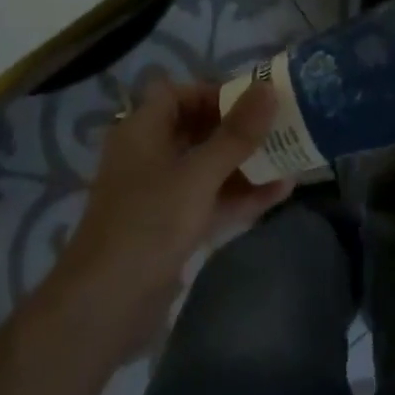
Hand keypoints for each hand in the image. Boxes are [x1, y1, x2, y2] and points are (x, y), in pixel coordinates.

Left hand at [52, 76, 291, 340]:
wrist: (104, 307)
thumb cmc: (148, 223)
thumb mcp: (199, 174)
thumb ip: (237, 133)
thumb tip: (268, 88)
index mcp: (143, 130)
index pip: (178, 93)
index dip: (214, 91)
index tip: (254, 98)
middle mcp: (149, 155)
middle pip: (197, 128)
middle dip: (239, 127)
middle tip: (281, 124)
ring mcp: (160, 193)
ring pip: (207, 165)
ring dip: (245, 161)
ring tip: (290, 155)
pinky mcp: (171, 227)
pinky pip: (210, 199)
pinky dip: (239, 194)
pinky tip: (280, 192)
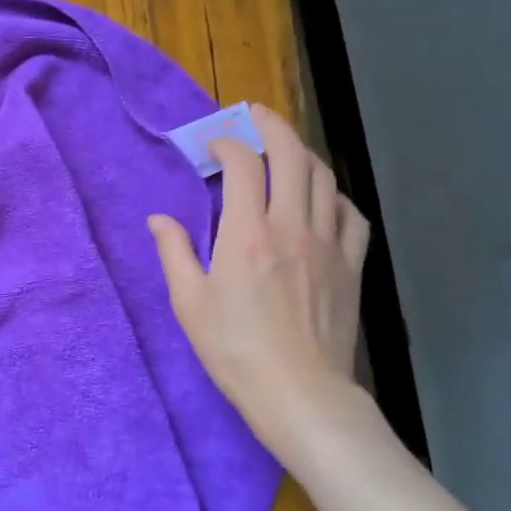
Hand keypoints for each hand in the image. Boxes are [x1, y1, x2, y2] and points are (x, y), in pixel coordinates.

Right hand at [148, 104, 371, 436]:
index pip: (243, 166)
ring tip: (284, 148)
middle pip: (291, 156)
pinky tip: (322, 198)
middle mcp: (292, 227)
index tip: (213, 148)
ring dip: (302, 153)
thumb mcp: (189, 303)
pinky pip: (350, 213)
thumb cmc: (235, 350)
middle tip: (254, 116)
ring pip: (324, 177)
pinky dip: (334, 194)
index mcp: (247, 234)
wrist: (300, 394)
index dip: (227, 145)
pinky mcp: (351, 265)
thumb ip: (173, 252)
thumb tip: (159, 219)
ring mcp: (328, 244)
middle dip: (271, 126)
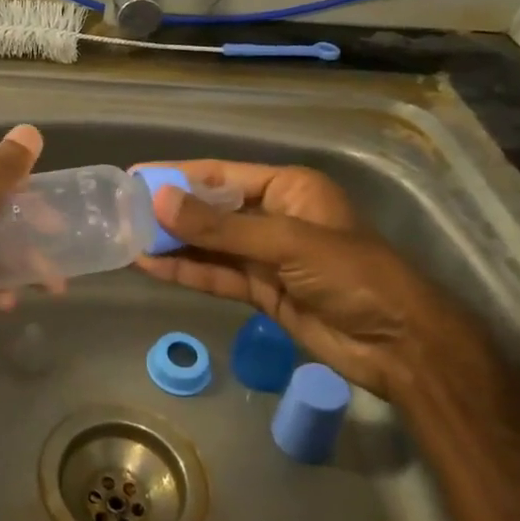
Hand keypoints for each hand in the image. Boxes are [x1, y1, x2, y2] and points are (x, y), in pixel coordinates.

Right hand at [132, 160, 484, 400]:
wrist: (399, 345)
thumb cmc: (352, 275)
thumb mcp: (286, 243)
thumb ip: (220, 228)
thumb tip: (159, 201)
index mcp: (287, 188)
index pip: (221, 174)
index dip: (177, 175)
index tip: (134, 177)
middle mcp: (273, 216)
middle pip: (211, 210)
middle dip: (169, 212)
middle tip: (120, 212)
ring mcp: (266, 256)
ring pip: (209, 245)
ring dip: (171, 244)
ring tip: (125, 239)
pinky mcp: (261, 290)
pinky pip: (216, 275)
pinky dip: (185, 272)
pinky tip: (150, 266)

※ ※ ※

## How to complete this task
Report all lines of the data above that include the string "pinky".

## Answer section
pinky mcp: (171, 227)
pinky pip: (210, 199)
pinky dip: (239, 194)
pinky tip: (280, 192)
pinky tip: (322, 198)
pinky pip: (350, 213)
pinky dip: (334, 194)
pinky mcp: (351, 265)
pinky mcp: (261, 290)
pinky pip: (216, 275)
pinky dip: (185, 272)
pinky tip: (150, 266)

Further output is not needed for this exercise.